To help visitors make sense of what they're seeing, the airy, two-story space will have 14 55-inch touch screens that discuss local landmarks: Near the window where visitors can catch a glimpse of a water tower peaking over the trees at CIA headquarters, the screen will “tell the story of the CIA,” says general manager Graham Dunn. Other topics include city planning — from this height, it's easy to pick out the clusters of buildings around Orange Line stations — the Lincoln Memorial and the Potomac River and its islands. A small cafe will offer panini, snacks and drinks, including wine, with benches in place throughout the space.
Most of the gazing at the skyline takes place through non-reflective glass windows, but up another flight of stairs — 430 feet above sea level — is an outdoor terrace facing the Pentagon and Arlington National Cemetery. The wind blows through gaps in the thick, layered glass walls, reminding you that you're really outside, and up really high. (Acrophobes should avoid the front corner, where it's possible to look down straight down to the street.)
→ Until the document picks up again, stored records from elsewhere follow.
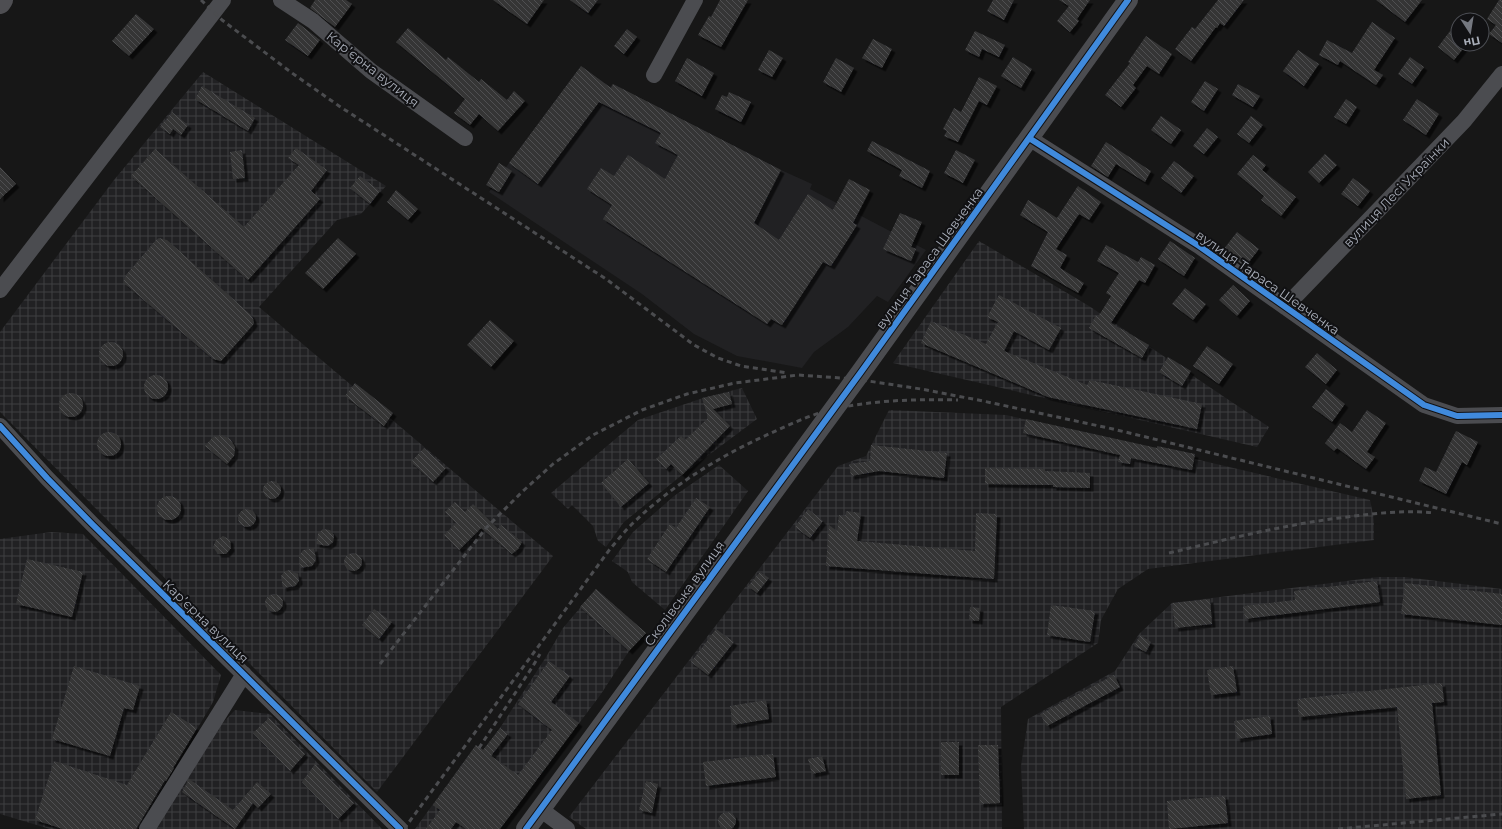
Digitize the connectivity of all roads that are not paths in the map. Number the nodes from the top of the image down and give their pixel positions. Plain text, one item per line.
1 (2, 0) edge
2 (223, 0) edge
3 (281, 0) edge
4 (695, 0) edge
5 (1128, 0) edge
6 (0, 3) edge
7 (654, 74) dead end
8 (1502, 74) edge
9 (465, 138) dead end
10 (1029, 138) junction
11 (0, 290) edge
12 (1285, 307) junction
13 (861, 372) joint
14 (1502, 415) edge
15 (0, 426) edge
16 (244, 674) junction
17 (540, 809) junction
18 (147, 829) edge
19 (400, 829) edge
20 (526, 829) edge
21 (567, 829) edge

1 - 6 highway
2 - 11 street
3 - 9 street, Карʼєрна вулиця
4 - 7 street
5 - 10 street, вулиця Тараса Шевченка
8 - 12 street, вулиця Лесі Українки
10 - 12 street, вулиця Тараса Шевченка
10 - 13 street, вулиця Тараса Шевченка
12 - 14 street, вулиця Тараса Шевченка
13 - 17 street, Сколівська вулиця
15 - 16 street, Карʼєрна вулиця
16 - 18 street
16 - 19 street, Карʼєрна вулиця
17 - 20 street, Сколівська вулиця
17 - 21 street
Dunn says that there's a suggested route through the exhibition, but it's completely self-guided, and from experience in New York and at OUE Skyspace in Los Angeles, they know that some people are just going to perch in front of certain views, which is fine — admission tickets will be timed, but once inside, visitors can stay as long as they want. The view changes throughout the day, depending on the light: The National Museum of African American History and Culture, which was dark and shadowy when I first glimpsed it, was gleaming an hour later.
The Observation Deck, 1201 Wilson Blvd., Arlington. Admission is $21 for adults, with reduced prices for students, children, seniors and the military. Arlington County residents receive free admission.